Malu dengan nama yang disandang
berlanjut terus dari kecil, MI, SMP, SMA bahkan sampai awal-awal kuliah. Sering
sekali saat kenalan dengan teman baru, kusebutkan nama “Sentot” dan mereka
balik bertanya: “nama aslinya siapa mas?” Lohh ndess, lha iku pancen jeneng
asliku piye to. Hal yang seperti ini kan memang bikin malu dan minder. Memang
terjadi di awal-awal perkenalan saja. Setelah itu umumnya teman mulai terbiasa
kemudian.
Pada awalnya memang aku tahu arti
nama Sentot, dia diambil dari nama seorang Panglima perang zaman kemerdekaan.
Dulu aku tak begitu paham mendetail, walaupun sering juga diceritai simbah
cerita panglima tersebut. Orang-orang kampung dulu waktu kecil juga sering
momong dengan sebutan “Mas Sentot Alibasah Prawirodirjo”, kadang nanya mau
kemana?
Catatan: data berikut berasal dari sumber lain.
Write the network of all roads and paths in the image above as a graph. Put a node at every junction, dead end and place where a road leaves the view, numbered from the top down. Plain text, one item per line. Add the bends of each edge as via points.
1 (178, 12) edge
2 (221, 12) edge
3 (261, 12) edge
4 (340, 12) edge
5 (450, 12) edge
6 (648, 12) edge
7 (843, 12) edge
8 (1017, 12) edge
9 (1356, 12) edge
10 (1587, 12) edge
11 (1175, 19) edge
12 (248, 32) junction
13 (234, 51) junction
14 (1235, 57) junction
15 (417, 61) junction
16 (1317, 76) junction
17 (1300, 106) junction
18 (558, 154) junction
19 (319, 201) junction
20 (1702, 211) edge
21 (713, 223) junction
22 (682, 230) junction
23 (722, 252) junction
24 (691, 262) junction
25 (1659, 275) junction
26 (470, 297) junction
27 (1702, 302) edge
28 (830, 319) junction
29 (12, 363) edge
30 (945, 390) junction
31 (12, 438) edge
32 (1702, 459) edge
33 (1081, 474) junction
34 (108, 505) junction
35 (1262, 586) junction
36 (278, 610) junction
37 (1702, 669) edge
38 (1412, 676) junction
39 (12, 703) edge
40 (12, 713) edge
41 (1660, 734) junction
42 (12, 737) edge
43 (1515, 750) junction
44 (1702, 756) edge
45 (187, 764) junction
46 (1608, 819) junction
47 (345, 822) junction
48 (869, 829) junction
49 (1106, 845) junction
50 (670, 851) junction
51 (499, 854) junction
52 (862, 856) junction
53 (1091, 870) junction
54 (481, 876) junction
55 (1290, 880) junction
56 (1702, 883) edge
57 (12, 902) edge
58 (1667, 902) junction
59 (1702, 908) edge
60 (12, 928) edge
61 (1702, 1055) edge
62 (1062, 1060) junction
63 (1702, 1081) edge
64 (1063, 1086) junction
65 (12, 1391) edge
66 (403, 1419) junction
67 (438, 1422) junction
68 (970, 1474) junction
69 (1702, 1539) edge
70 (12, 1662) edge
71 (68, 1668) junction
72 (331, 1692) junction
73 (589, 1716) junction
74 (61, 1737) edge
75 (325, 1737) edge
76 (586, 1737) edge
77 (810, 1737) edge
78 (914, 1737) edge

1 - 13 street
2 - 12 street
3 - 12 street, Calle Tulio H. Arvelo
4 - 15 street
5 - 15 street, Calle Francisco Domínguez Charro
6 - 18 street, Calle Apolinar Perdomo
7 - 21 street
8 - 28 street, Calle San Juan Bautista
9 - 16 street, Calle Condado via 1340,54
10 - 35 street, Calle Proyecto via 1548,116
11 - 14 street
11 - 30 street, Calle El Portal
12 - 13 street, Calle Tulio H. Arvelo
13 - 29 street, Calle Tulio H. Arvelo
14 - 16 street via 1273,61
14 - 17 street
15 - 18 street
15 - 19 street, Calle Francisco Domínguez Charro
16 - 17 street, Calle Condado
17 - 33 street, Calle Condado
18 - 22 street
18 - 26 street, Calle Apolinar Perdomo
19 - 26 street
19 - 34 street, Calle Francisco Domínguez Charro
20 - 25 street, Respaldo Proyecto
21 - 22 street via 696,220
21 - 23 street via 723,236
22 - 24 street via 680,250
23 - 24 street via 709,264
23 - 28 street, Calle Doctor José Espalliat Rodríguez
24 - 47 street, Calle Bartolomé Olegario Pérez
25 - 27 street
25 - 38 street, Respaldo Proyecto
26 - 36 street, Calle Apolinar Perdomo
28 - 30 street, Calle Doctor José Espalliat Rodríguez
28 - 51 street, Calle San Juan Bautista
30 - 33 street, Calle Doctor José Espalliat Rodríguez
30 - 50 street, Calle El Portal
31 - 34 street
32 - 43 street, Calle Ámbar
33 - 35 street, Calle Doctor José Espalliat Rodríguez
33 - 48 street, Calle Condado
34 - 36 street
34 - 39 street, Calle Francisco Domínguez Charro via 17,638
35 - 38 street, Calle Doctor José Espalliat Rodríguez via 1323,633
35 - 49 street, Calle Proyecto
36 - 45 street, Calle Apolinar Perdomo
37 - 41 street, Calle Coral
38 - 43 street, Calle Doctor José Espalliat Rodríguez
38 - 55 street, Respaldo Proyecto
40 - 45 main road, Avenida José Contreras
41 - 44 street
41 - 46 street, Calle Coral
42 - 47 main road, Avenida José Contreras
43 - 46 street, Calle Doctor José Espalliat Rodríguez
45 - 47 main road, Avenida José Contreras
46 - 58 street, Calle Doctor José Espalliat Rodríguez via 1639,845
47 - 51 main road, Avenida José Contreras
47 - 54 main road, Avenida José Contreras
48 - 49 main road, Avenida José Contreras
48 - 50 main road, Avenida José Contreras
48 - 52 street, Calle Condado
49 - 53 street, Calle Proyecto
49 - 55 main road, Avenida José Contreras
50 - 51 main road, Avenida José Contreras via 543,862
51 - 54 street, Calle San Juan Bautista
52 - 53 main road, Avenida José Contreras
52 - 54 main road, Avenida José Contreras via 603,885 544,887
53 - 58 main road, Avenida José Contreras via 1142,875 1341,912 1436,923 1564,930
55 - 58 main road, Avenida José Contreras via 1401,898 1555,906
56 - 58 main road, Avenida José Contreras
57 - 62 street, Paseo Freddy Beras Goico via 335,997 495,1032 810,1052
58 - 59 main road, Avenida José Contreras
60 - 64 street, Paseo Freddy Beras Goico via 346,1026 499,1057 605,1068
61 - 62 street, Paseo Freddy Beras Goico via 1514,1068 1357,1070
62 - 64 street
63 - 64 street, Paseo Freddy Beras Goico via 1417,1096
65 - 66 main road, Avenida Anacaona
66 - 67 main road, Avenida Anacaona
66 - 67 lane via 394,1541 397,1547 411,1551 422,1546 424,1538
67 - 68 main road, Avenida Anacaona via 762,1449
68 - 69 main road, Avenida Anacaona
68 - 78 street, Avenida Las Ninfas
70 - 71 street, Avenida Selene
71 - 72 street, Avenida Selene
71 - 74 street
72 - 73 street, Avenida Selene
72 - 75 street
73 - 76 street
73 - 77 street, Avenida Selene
Kemudian aku mulai suka mbaca buku, terutama tulisan-tulisan dan
susatra klasik. Disana banyak kujumpai nama “Sentot”. Siapa to Sentot ini?
Sampai pada suatu ketika waktu
sedang ada acara pengabdian desa dari organisasi ekstra kampus ke Desa
Kalitekuk, Donomulyo, Malang, aku berjumpa dengan pak Trimo, bapak pemilik
rumah tempat kami nginap. Aku masih ingat betul saat itu sedang nongkrong
malam-malam di dapur rumah, hanya ada aku, ashe dan pak Trimo sedang lainnya
tidur karena kelelahan, kami bikin kopi khas Kalitekuk sambil ngobrol. Pak
Trimo tanya “namine njenengan sinten
mas?” kujawab: “Sentot pak, hehe, agak aneh pak ya?” Diluar dugaan pak
Trimo njawab panjang lebar ceritakan bahwa itu nama pahlawan ini, lahir disini,
belajar disitu, perang disana, dan wafat dimana, kemudian pak Trimo lanjut
cerita panjang lebar mengenai nama anaknya, Supriadi, yang diambil dari nama
pahlawan pemberontakan PETA di Blitar, Syodanco (pangkat dalam militer)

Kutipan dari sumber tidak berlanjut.